§ **Assignment**
What you return must match the data exactly, line for line.

BEGIN

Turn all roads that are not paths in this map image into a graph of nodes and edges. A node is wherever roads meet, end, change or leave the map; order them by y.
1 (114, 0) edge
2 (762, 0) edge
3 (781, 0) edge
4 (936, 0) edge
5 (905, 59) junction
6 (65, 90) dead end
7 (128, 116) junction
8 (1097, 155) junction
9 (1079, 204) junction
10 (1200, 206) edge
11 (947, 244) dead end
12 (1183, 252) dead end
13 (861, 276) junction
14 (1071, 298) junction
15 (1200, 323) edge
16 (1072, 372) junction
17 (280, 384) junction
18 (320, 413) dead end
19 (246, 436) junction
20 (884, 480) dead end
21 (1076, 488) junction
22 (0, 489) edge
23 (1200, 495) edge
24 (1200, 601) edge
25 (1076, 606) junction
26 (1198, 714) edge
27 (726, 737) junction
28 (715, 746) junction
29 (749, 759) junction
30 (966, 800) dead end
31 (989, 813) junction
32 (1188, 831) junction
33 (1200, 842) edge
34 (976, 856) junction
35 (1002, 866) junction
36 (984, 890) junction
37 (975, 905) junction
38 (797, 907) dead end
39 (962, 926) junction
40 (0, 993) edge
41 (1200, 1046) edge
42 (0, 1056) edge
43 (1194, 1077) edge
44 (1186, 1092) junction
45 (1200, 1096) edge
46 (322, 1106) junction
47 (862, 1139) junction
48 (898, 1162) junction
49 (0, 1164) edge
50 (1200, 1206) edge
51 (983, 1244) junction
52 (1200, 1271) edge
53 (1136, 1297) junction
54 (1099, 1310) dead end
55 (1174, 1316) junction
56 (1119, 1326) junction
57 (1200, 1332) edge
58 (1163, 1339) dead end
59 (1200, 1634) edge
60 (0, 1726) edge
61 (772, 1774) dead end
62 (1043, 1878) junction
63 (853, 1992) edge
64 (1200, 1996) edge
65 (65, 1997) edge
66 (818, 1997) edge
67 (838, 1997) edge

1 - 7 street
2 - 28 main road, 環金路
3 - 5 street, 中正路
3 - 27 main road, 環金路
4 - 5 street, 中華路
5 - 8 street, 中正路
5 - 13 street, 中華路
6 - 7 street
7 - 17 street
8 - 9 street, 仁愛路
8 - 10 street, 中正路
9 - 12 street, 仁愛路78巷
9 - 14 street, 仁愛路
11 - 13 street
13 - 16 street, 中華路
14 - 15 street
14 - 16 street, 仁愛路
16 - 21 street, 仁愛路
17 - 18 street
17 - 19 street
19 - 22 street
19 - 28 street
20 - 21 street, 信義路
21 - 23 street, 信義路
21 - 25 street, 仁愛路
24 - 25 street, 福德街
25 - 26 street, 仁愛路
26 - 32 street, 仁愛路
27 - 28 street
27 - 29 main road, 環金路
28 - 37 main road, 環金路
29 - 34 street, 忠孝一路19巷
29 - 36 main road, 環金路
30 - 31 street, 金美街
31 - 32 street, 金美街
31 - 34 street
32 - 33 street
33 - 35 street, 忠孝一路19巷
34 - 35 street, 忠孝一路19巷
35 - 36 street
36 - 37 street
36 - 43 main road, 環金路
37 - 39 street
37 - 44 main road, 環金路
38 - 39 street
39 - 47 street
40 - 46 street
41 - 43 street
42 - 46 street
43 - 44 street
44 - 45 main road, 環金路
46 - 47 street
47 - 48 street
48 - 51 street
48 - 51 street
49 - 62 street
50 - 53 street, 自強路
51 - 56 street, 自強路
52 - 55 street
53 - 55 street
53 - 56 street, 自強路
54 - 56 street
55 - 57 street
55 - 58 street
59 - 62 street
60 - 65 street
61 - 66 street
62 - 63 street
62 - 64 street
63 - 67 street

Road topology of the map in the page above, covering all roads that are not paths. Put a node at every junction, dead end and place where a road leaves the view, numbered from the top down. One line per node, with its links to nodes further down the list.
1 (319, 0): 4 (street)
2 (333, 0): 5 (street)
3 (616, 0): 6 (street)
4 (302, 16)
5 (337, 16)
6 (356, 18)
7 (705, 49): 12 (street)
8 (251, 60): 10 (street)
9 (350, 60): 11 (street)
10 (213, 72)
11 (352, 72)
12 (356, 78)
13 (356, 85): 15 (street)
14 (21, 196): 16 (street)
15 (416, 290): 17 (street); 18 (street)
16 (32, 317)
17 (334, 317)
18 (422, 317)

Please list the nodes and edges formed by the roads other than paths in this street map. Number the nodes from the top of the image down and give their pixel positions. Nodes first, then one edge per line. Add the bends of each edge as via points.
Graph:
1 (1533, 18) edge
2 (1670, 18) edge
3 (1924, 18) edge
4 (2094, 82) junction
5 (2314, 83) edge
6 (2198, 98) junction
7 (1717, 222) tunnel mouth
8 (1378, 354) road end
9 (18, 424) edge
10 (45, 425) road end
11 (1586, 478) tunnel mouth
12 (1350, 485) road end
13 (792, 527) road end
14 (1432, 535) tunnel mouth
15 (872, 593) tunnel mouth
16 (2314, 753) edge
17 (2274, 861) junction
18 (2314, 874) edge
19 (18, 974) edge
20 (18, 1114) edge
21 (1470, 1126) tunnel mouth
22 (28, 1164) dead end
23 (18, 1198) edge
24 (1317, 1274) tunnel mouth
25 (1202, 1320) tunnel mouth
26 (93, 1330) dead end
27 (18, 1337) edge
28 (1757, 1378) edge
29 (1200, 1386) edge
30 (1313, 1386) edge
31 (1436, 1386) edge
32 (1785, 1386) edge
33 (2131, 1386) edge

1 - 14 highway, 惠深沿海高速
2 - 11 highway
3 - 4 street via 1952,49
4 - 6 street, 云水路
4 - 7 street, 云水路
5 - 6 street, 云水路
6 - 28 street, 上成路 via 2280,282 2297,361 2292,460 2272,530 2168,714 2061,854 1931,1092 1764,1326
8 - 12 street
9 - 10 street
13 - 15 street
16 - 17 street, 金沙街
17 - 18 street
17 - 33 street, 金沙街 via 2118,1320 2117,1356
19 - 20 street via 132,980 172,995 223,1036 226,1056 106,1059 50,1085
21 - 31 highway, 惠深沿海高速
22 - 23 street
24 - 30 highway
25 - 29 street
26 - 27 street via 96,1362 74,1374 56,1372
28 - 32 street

END

§ **Exercise result**
Turn all roads that are not paths in this map image into a graph of nodes and edges. A node is wherever roads meet, end, change or leave the map; order them by y.
1 (114, 0) edge
2 (762, 0) edge
3 (781, 0) edge
4 (936, 0) edge
5 (905, 59) junction
6 (65, 90) dead end
7 (128, 116) junction
8 (1097, 155) junction
9 (1079, 204) junction
10 (1200, 206) edge
11 (947, 244) dead end
12 (1183, 252) dead end
13 (861, 276) junction
14 (1071, 298) junction
15 (1200, 323) edge
16 (1072, 372) junction
17 (280, 384) junction
18 (320, 413) dead end
19 (246, 436) junction
20 (884, 480) dead end
21 (1076, 488) junction
22 (0, 489) edge
23 (1200, 495) edge
24 (1200, 601) edge
25 (1076, 606) junction
26 (1198, 714) edge
27 (726, 737) junction
28 (715, 746) junction
29 (749, 759) junction
30 (966, 800) dead end
31 (989, 813) junction
32 (1188, 831) junction
33 (1200, 842) edge
34 (976, 856) junction
35 (1002, 866) junction
36 (984, 890) junction
37 (975, 905) junction
38 (797, 907) dead end
39 (962, 926) junction
40 (0, 993) edge
41 (1200, 1046) edge
42 (0, 1056) edge
43 (1194, 1077) edge
44 (1186, 1092) junction
45 (1200, 1096) edge
46 (322, 1106) junction
47 (862, 1139) junction
48 (898, 1162) junction
49 (0, 1164) edge
50 (1200, 1206) edge
51 (983, 1244) junction
52 (1200, 1271) edge
53 (1136, 1297) junction
54 (1099, 1310) dead end
55 (1174, 1316) junction
56 (1119, 1326) junction
57 (1200, 1332) edge
58 (1163, 1339) dead end
59 (1200, 1634) edge
60 (0, 1726) edge
61 (772, 1774) dead end
62 (1043, 1878) junction
63 (853, 1992) edge
64 (1200, 1996) edge
65 (65, 1997) edge
66 (818, 1997) edge
67 (838, 1997) edge

1 - 7 street
2 - 28 main road, 環金路
3 - 5 street, 中正路
3 - 27 main road, 環金路
4 - 5 street, 中華路
5 - 8 street, 中正路
5 - 13 street, 中華路
6 - 7 street
7 - 17 street
8 - 9 street, 仁愛路
8 - 10 street, 中正路
9 - 12 street, 仁愛路78巷
9 - 14 street, 仁愛路
11 - 13 street
13 - 16 street, 中華路
14 - 15 street
14 - 16 street, 仁愛路
16 - 21 street, 仁愛路
17 - 18 street
17 - 19 street
19 - 22 street
19 - 28 street
20 - 21 street, 信義路
21 - 23 street, 信義路
21 - 25 street, 仁愛路
24 - 25 street, 福德街
25 - 26 street, 仁愛路
26 - 32 street, 仁愛路
27 - 28 street
27 - 29 main road, 環金路
28 - 37 main road, 環金路
29 - 34 street, 忠孝一路19巷
29 - 36 main road, 環金路
30 - 31 street, 金美街
31 - 32 street, 金美街
31 - 34 street
32 - 33 street
33 - 35 street, 忠孝一路19巷
34 - 35 street, 忠孝一路19巷
35 - 36 street
36 - 37 street
36 - 43 main road, 環金路
37 - 39 street
37 - 44 main road, 環金路
38 - 39 street
39 - 47 street
40 - 46 street
41 - 43 street
42 - 46 street
43 - 44 street
44 - 45 main road, 環金路
46 - 47 street
47 - 48 street
48 - 51 street
48 - 51 street
49 - 62 street
50 - 53 street, 自強路
51 - 56 street, 自強路
52 - 55 street
53 - 55 street
53 - 56 street, 自強路
54 - 56 street
55 - 57 street
55 - 58 street
59 - 62 street
60 - 65 street
61 - 66 street
62 - 63 street
62 - 64 street
63 - 67 street

Road topology of the map in the page above, covering all roads that are not paths. Put a node at every junction, dead end and place where a road leaves the view, numbered from the top down. One line per node, with its links to nodes further down the list.
1 (319, 0): 4 (street)
2 (333, 0): 5 (street)
3 (616, 0): 6 (street)
4 (302, 16)
5 (337, 16)
6 (356, 18)
7 (705, 49): 12 (street)
8 (251, 60): 10 (street)
9 (350, 60): 11 (street)
10 (213, 72)
11 (352, 72)
12 (356, 78)
13 (356, 85): 15 (street)
14 (21, 196): 16 (street)
15 (416, 290): 17 (street); 18 (street)
16 (32, 317)
17 (334, 317)
18 (422, 317)

Please list the nodes and edges formed by the roads other than paths in this street map. Number the nodes from the top of the image down and give their pixel positions. Nodes first, then one edge per line. Add the bends of each edge as via points.
Graph:
1 (1533, 18) edge
2 (1670, 18) edge
3 (1924, 18) edge
4 (2094, 82) junction
5 (2314, 83) edge
6 (2198, 98) junction
7 (1717, 222) tunnel mouth
8 (1378, 354) road end
9 (18, 424) edge
10 (45, 425) road end
11 (1586, 478) tunnel mouth
12 (1350, 485) road end
13 (792, 527) road end
14 (1432, 535) tunnel mouth
15 (872, 593) tunnel mouth
16 (2314, 753) edge
17 (2274, 861) junction
18 (2314, 874) edge
19 (18, 974) edge
20 (18, 1114) edge
21 (1470, 1126) tunnel mouth
22 (28, 1164) dead end
23 (18, 1198) edge
24 (1317, 1274) tunnel mouth
25 (1202, 1320) tunnel mouth
26 (93, 1330) dead end
27 (18, 1337) edge
28 (1757, 1378) edge
29 (1200, 1386) edge
30 (1313, 1386) edge
31 (1436, 1386) edge
32 (1785, 1386) edge
33 (2131, 1386) edge

1 - 14 highway, 惠深沿海高速
2 - 11 highway
3 - 4 street via 1952,49
4 - 6 street, 云水路
4 - 7 street, 云水路
5 - 6 street, 云水路
6 - 28 street, 上成路 via 2280,282 2297,361 2292,460 2272,530 2168,714 2061,854 1931,1092 1764,1326
8 - 12 street
9 - 10 street
13 - 15 street
16 - 17 street, 金沙街
17 - 18 street
17 - 33 street, 金沙街 via 2118,1320 2117,1356
19 - 20 street via 132,980 172,995 223,1036 226,1056 106,1059 50,1085
21 - 31 highway, 惠深沿海高速
22 - 23 street
24 - 30 highway
25 - 29 street
26 - 27 street via 96,1362 74,1374 56,1372
28 - 32 street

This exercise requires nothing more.